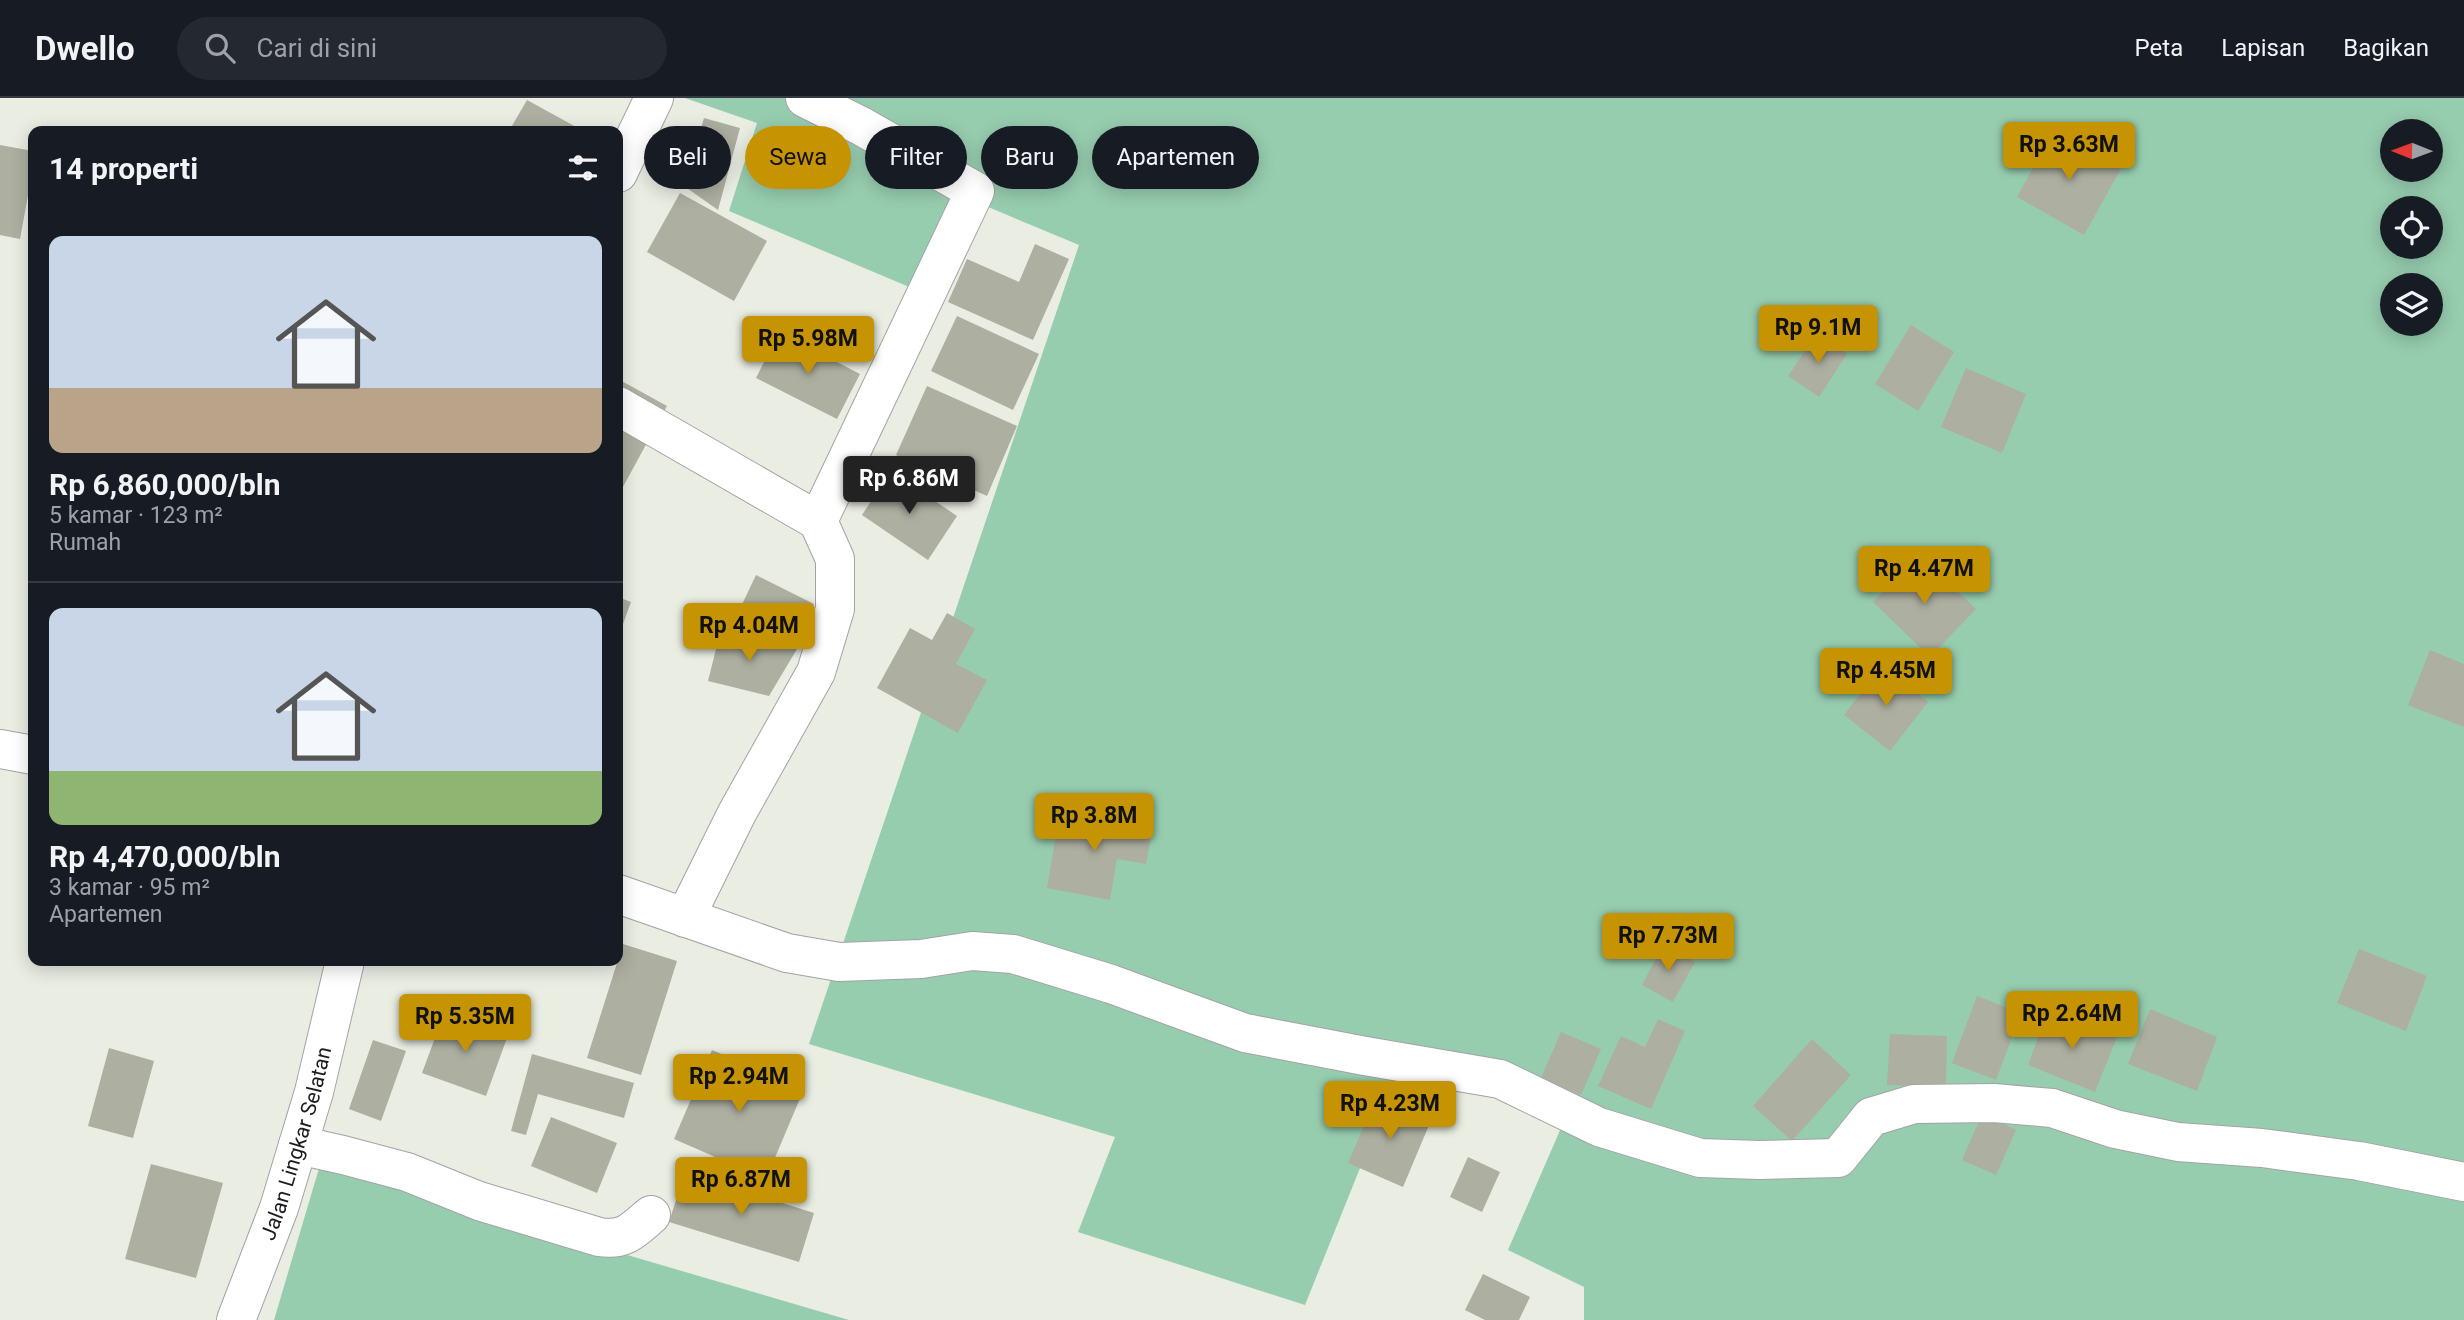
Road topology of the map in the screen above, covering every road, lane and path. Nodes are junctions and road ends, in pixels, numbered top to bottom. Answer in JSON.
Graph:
{"nodes":[{"id":1,"x":654,"y":98,"type":"edge"},
{"id":2,"x":805,"y":98,"type":"edge"},
{"id":3,"x":623,"y":163,"type":"edge"},
{"id":4,"x":623,"y":409,"type":"edge"},
{"id":5,"x":818,"y":521,"type":"junction"},
{"id":6,"x":0,"y":750,"type":"edge"},
{"id":7,"x":28,"y":754,"type":"edge"},
{"id":8,"x":623,"y":896,"type":"edge"},
{"id":9,"x":685,"y":918,"type":"junction"},
{"id":10,"x":344,"y":966,"type":"edge"},
{"id":11,"x":298,"y":1145,"type":"junction"},
{"id":12,"x":2464,"y":1182,"type":"edge"},
{"id":13,"x":651,"y":1215,"type":"dead end"},
{"id":14,"x":236,"y":1320,"type":"edge"}],
"edges":[{"from":1,"to":3,"type":"street"},
{"from":2,"to":5,"type":"street"},
{"from":4,"to":5,"type":"street"},
{"from":5,"to":9,"type":"street"},
{"from":6,"to":7,"type":"street"},
{"from":8,"to":9,"type":"street"},
{"from":9,"to":12,"type":"street"},
{"from":10,"to":11,"type":"street","name":"Jalan Lingkar Selatan"},
{"from":11,"to":13,"type":"street"},
{"from":11,"to":14,"type":"street","name":"Jalan Lingkar Selatan"}]}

=======

Say how many lines contain "from" in the material above; the number is the whole answer.

* [WRITTEN SOLUTION] 10